“What is it with this ballet thing?” Martin Creed asks, about 10 minutes into Work No. 1020, which he directed, choreographed and composed, and in which he is at that moment performing. A dancer stands in the balletic first position. “Why would you stand like that?”

He is in the middle of explaining the premise of Work No. 1020 to the audience, in an affable, waffling style. The premise is this: the dancers are limited to the five basic ballet positions, each assigned a particular musical note. The positions are manipulated so that various patterns emerge, like chords or scales made visible.

The evening is a blend of movement performed by 5 dancers, music played by 6 musicians (including Creed), cheerful monologues by Creed and the occasional film projection. The spirit of the piece is cheeky and unabashedly experimental.
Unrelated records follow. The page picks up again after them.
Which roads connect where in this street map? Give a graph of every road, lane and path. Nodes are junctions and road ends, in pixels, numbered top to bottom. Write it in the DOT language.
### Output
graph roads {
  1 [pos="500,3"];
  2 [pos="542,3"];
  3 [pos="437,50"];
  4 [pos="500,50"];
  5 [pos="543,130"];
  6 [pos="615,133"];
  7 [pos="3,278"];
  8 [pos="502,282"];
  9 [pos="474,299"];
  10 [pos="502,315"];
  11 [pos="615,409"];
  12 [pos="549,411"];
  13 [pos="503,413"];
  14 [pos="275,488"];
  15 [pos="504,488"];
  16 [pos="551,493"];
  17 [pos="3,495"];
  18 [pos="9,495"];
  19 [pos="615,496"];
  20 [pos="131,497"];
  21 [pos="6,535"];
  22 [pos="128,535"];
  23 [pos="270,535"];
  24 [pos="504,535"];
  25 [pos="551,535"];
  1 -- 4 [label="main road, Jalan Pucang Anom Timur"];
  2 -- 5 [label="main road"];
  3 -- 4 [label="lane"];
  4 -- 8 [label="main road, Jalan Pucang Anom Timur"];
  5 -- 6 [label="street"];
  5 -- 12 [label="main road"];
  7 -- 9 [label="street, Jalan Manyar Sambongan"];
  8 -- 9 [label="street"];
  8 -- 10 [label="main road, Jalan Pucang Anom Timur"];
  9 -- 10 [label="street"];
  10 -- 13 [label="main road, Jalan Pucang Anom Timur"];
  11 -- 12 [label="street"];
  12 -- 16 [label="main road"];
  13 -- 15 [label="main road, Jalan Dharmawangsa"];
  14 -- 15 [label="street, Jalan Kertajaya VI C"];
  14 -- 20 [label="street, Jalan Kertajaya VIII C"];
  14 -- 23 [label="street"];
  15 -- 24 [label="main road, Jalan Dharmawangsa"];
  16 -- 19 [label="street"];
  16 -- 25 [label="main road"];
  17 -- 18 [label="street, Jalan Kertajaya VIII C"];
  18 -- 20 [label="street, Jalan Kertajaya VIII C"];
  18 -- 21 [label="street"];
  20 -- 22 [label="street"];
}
Creed finds a wide range of interesting starting points, and he plays each one out methodically. The dancers move obligingly around the stage in many formations, created simply by moving between these positions. Some of the patterns are very clever and it’s fun to watch them develop, having been given a key to the code playing out in front of us.

The premise did begin to feel worn-out, stuck in an elementary stage of execution. Each scale ascends and descends completely. Each pattern by the dancers is developed and then fully reversed. Even the film of his penis shows it going from flaccid to fully erect and then back again. It takes the fun out of it, if you know that every clever pattern you see unfurling will be fully and predictably re-furled.

The theme of limitation extends beyond the correspondance of ballet positions to musical notes. Creed juxtaposes the rigid rules and culture of ballet with a slew of taboo images and words. Peppered throughout the evening are a song whose only lyrics are “f*** off”, a close-up video of a woman’s breast, the aforementioned penis video and the final video of a petite woman defecating. If ballet is all about the rules and what is proper to present onstage, then the rest of it is all about what we are not meant to see. Creed presses against these socially-imposed limitations, cheerily skipping between the carefully constructed ballet phrases, the wild rock music and the film projections.

The irony of placing restrictions on the artistic process is it often leads to expansion. Boundaries are explored, a new vocabulary emerges, the results transcend the constraints. Creed seemed to stay neatly within his self-imposed borders. He colours fully within his lines, but he never thinks to leap from the page. The patterns are interesting for awhile but I found myself wanting to see them thwarted or further manipulated. While the juxtaposition of “proper” vs. “improper” elements is fun, they are never truly connected by anything greater than the sense that they’re just not meant to go together. I came away thinking that this was an evening best seen as a series of snapshots in an artist’s process, rather than a cohesive artistic statement.